■ PROBLEM DESCRIPTION ■
Read through the records. Copy each line that has the word "環漢路二段".

■ RECORDED INFORMATION ■

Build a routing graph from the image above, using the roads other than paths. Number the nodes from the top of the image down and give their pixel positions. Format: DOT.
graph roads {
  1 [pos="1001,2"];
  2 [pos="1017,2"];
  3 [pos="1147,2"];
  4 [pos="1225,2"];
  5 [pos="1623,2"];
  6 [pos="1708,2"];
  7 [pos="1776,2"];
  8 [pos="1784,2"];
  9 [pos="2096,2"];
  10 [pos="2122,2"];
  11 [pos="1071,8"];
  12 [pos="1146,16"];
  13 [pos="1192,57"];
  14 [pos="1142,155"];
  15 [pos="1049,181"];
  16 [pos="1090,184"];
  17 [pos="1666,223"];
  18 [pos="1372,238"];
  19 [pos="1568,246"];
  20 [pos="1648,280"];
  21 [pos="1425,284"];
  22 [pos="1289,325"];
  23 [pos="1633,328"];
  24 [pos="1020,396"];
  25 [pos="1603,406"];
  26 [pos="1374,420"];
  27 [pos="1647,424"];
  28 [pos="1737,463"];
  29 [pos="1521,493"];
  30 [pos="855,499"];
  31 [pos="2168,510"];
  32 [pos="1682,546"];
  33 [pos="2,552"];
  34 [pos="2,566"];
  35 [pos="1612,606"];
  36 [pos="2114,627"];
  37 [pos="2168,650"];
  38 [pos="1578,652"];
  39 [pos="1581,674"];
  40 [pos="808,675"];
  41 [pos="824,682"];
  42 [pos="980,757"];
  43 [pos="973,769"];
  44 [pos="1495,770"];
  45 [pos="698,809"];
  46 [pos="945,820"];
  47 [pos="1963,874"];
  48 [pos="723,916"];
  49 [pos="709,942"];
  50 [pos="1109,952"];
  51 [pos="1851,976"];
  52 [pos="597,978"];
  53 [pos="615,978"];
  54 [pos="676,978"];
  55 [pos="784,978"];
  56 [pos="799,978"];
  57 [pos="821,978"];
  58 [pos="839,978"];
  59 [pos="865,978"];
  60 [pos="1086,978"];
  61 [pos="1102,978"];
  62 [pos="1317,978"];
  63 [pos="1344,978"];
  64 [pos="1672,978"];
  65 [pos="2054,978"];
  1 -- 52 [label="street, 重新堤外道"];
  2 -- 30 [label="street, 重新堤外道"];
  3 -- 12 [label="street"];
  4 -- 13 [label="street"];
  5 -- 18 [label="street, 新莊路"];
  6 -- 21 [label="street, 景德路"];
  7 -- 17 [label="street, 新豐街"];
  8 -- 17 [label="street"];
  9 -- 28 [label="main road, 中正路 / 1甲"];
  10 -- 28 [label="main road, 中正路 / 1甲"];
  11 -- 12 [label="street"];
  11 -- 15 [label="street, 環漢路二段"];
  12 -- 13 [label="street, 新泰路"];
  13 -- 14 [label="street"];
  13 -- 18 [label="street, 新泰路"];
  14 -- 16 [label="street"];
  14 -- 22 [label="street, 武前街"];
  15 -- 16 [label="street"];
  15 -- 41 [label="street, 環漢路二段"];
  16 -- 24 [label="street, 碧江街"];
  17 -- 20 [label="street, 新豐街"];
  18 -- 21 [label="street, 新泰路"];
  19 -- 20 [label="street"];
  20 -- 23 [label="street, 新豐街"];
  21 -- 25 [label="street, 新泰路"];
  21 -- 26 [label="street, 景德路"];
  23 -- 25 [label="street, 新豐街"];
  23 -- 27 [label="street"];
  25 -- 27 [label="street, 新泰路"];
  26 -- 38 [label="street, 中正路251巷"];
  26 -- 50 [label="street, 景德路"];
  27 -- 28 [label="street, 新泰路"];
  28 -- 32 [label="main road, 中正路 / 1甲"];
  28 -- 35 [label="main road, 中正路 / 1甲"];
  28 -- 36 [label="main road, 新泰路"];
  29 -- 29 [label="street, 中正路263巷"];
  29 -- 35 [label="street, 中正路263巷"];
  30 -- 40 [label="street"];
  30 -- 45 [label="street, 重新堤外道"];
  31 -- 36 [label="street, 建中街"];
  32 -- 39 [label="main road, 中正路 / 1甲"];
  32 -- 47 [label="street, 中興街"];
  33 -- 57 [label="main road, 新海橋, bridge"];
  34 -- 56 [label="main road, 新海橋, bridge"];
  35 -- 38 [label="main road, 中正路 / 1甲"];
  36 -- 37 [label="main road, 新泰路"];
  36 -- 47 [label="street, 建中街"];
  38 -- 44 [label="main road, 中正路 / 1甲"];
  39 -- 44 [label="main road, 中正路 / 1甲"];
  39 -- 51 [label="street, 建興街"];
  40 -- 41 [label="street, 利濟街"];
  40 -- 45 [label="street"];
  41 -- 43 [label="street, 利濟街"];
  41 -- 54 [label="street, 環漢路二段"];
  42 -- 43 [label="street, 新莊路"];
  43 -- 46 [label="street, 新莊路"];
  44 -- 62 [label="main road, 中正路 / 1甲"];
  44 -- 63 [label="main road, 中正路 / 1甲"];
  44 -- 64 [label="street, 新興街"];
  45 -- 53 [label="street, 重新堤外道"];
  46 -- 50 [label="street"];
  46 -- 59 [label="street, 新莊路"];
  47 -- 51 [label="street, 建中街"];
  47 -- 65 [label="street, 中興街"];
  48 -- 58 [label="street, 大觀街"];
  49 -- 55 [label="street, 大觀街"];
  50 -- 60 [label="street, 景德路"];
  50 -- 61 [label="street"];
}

■ WRITTEN SOLUTION ■
  11 -- 15 [label="street, 環漢路二段"];
  15 -- 41 [label="street, 環漢路二段"];
  41 -- 54 [label="street, 環漢路二段"];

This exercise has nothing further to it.